**EXTRACTED INFORMATION:**
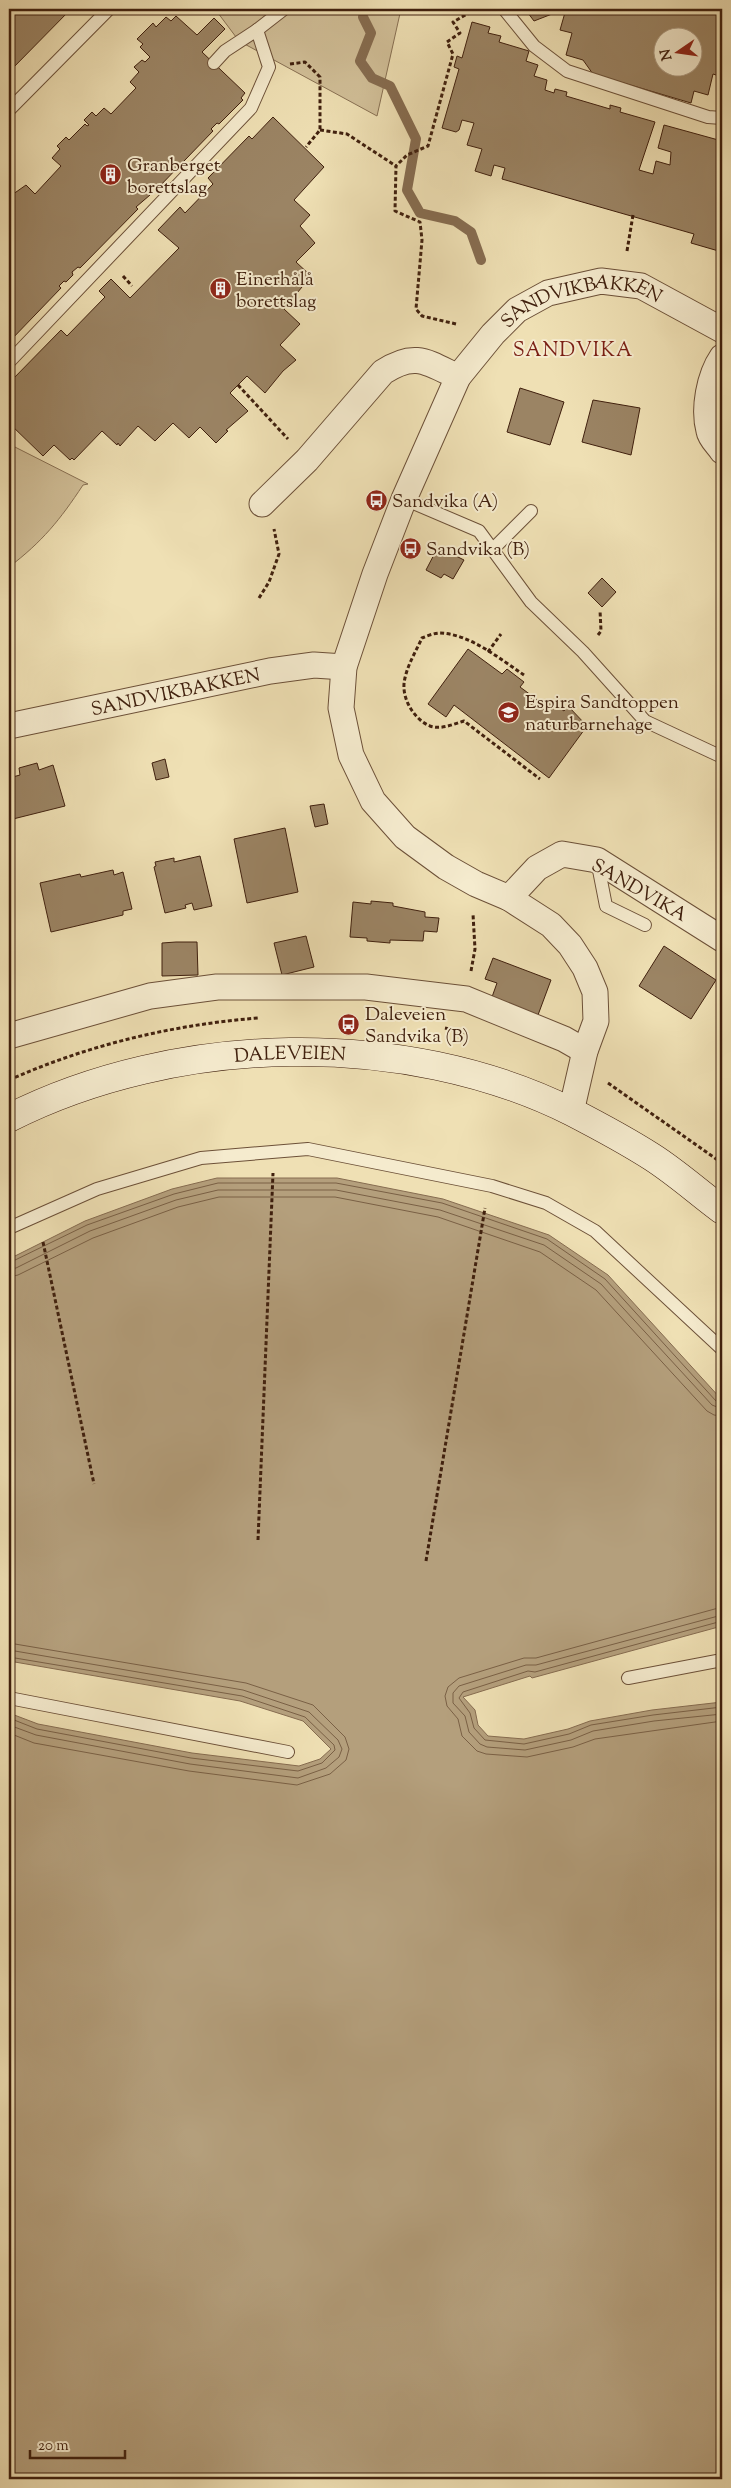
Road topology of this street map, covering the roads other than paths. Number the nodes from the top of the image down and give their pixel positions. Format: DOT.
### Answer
graph roads {
  1 [pos="109,9"];
  2 [pos="284,9"];
  3 [pos="504,9"];
  4 [pos="257,30"];
  5 [pos="214,63"];
  6 [pos="9,110"];
  7 [pos="722,118"];
  8 [pos="722,330"];
  9 [pos="722,357"];
  10 [pos="9,362"];
  11 [pos="458,377"];
  12 [pos="722,451"];
  13 [pos="404,500"];
  14 [pos="262,504"];
  15 [pos="531,511"];
  16 [pos="494,548"];
  17 [pos="344,667"];
  18 [pos="9,726"];
  19 [pos="720,756"];
  20 [pos="597,860"];
  21 [pos="509,898"];
  22 [pos="646,925"];
  23 [pos="722,939"];
  24 [pos="9,1036"];
  25 [pos="585,1051"];
  26 [pos="571,1112"];
  27 [pos="9,1118"];
  28 [pos="722,1210"];
  29 [pos="9,1228"];
  30 [pos="722,1349"];
  31 [pos="722,1660"];
  32 [pos="628,1678"];
  33 [pos="9,1698"];
  34 [pos="288,1752"];
  1 -- 6 [label="lane"];
  2 -- 4 [label="lane"];
  3 -- 7 [label="lane"];
  4 -- 5 [label="lane"];
  4 -- 10 [label="lane"];
  8 -- 11 [label="street, SANDVIKBAKKEN"];
  9 -- 12 [label="street"];
  11 -- 13 [label="street, SANDVIKBAKKEN"];
  11 -- 14 [label="street"];
  13 -- 16 [label="lane"];
  13 -- 17 [label="street, SANDVIKBAKKEN"];
  15 -- 16 [label="lane"];
  16 -- 19 [label="lane"];
  17 -- 18 [label="street, SANDVIKBAKKEN"];
  17 -- 21 [label="street, SANDVIKBAKKEN"];
  20 -- 21 [label="street, SANDVIKA"];
  20 -- 22 [label="lane"];
  20 -- 23 [label="street, SANDVIKA"];
  21 -- 25 [label="street, SANDVIKBAKKEN"];
  24 -- 25 [label="street"];
  25 -- 26 [label="street, SANDVIKBAKKEN"];
  26 -- 27 [label="main road, DALEVEIEN"];
  26 -- 28 [label="main road, DALEVEIEN"];
  29 -- 30 [label="lane"];
  31 -- 32 [label="lane"];
  33 -- 34 [label="lane"];
}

**WORK INSTRUCTIONS:** Leave out the pictures and retype the rest of the entries exactly.

**TASK RESPONSE:**
Road topology of this street map, covering the roads other than paths. Number the nodes from the top of the image down and give their pixel positions. Format: DOT.
### Answer
graph roads {
  1 [pos="109,9"];
  2 [pos="284,9"];
  3 [pos="504,9"];
  4 [pos="257,30"];
  5 [pos="214,63"];
  6 [pos="9,110"];
  7 [pos="722,118"];
  8 [pos="722,330"];
  9 [pos="722,357"];
  10 [pos="9,362"];
  11 [pos="458,377"];
  12 [pos="722,451"];
  13 [pos="404,500"];
  14 [pos="262,504"];
  15 [pos="531,511"];
  16 [pos="494,548"];
  17 [pos="344,667"];
  18 [pos="9,726"];
  19 [pos="720,756"];
  20 [pos="597,860"];
  21 [pos="509,898"];
  22 [pos="646,925"];
  23 [pos="722,939"];
  24 [pos="9,1036"];
  25 [pos="585,1051"];
  26 [pos="571,1112"];
  27 [pos="9,1118"];
  28 [pos="722,1210"];
  29 [pos="9,1228"];
  30 [pos="722,1349"];
  31 [pos="722,1660"];
  32 [pos="628,1678"];
  33 [pos="9,1698"];
  34 [pos="288,1752"];
  1 -- 6 [label="lane"];
  2 -- 4 [label="lane"];
  3 -- 7 [label="lane"];
  4 -- 5 [label="lane"];
  4 -- 10 [label="lane"];
  8 -- 11 [label="street, SANDVIKBAKKEN"];
  9 -- 12 [label="street"];
  11 -- 13 [label="street, SANDVIKBAKKEN"];
  11 -- 14 [label="street"];
  13 -- 16 [label="lane"];
  13 -- 17 [label="street, SANDVIKBAKKEN"];
  15 -- 16 [label="lane"];
  16 -- 19 [label="lane"];
  17 -- 18 [label="street, SANDVIKBAKKEN"];
  17 -- 21 [label="street, SANDVIKBAKKEN"];
  20 -- 21 [label="street, SANDVIKA"];
  20 -- 22 [label="lane"];
  20 -- 23 [label="street, SANDVIKA"];
  21 -- 25 [label="street, SANDVIKBAKKEN"];
  24 -- 25 [label="street"];
  25 -- 26 [label="street, SANDVIKBAKKEN"];
  26 -- 27 [label="main road, DALEVEIEN"];
  26 -- 28 [label="main road, DALEVEIEN"];
  29 -- 30 [label="lane"];
  31 -- 32 [label="lane"];
  33 -- 34 [label="lane"];
}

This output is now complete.